The Dublin-based band's first release was the self-released "Two Chances" EP. After signing to Virgin Records they released a live EP, I Know Ray Harman, in 1988 which was recorded live at McGonagles. Their live show was energetic while the bands dress varied from Tom Dunne's trademark paisley shirts to Alan Byrne's neckties. Later that year, their debut album Been There, Seen That, Done That was released on Virgin Records. In August 1989 the band supported Simple Minds at their Dublin. One of the singles from their first album, "Forget Georgia," was later covered by Canadian singer Emm Gryner on her 2005 album Songs of Love and Death. 'Burn Clear' another track was on the soundtrack of the Irish film "The Courier"
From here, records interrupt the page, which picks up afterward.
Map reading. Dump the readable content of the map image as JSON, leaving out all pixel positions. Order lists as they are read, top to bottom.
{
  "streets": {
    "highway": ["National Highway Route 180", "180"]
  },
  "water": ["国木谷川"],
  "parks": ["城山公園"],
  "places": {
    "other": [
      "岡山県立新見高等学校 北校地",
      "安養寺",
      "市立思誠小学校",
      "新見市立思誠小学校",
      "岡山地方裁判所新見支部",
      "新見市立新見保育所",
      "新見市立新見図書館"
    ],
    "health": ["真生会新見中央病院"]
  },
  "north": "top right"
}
Their second album, 1990's Stuck Together With God’s Glue was recorded in Los Angeles, and contains their best known songs, "Parachute" and "Hello, Hello, Hello, Hello, Hello (Petrol)". The album received critical acclaim, with Petrol included in the year-end top fifty singles list of rock magazine N.M.E. The band also received publicity in the music press and on television. Although popular band in Ireland, international success eluded them and they were dropped by Virgin. This led to T-shirts bearing the legend "Something Happens are no longer Virgins." The year 1992 saw the release of Bedlam-A-Go-Go on Charisma Records. The record label folded, and their final album, 1994's Planet Fabulous, was released on the Wild Bikini label. The following year, a greatest hits album The beatings will continue until morale improves was released. In 2004, this album was re-released with the title of The Best of Something Happens.

The Something Happens track, 'Momentary Thing' appeared on Veronica Mars: Original Television Soundtrack, released by Nettwerk Records.
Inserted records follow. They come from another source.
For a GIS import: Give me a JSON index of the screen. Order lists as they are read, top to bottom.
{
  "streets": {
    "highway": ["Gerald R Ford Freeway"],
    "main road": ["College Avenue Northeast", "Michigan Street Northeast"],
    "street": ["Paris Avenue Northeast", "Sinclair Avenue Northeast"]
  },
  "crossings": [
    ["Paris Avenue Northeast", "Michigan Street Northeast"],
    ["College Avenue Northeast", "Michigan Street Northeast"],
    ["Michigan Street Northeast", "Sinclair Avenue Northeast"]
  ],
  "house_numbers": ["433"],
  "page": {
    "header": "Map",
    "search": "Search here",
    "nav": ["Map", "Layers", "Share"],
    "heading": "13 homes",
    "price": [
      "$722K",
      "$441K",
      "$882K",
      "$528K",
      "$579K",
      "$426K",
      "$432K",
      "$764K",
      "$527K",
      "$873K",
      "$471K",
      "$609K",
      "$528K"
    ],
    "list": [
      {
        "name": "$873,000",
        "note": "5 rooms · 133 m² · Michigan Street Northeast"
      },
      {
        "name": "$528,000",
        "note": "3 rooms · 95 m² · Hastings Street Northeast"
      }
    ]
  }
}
The band disbanded in the late 1990s.

The Band today

Today, the band play occasional gigs, but they no longer record new material in the studio. The band always play at the famous Whelan's venue in Dublin twice a year, once at Christmas and a second time during the early Summer. They also make appearances at various other festivals around the country, such as their 2017 appearance at the Bulmers Live at Leopardstown Series, their 2016 appearance at the Skerries Soundwaves Festival, and their 2016 show as part of the Wexford Spiegeltent Festival. In December 2009, Something Happens supported Horslips as part of their comeback show at the 3Arena in Dublin. For these gigs, they sometimes wear t-shirts that say "Something Happens - Irish Tour (S.H.I.T)".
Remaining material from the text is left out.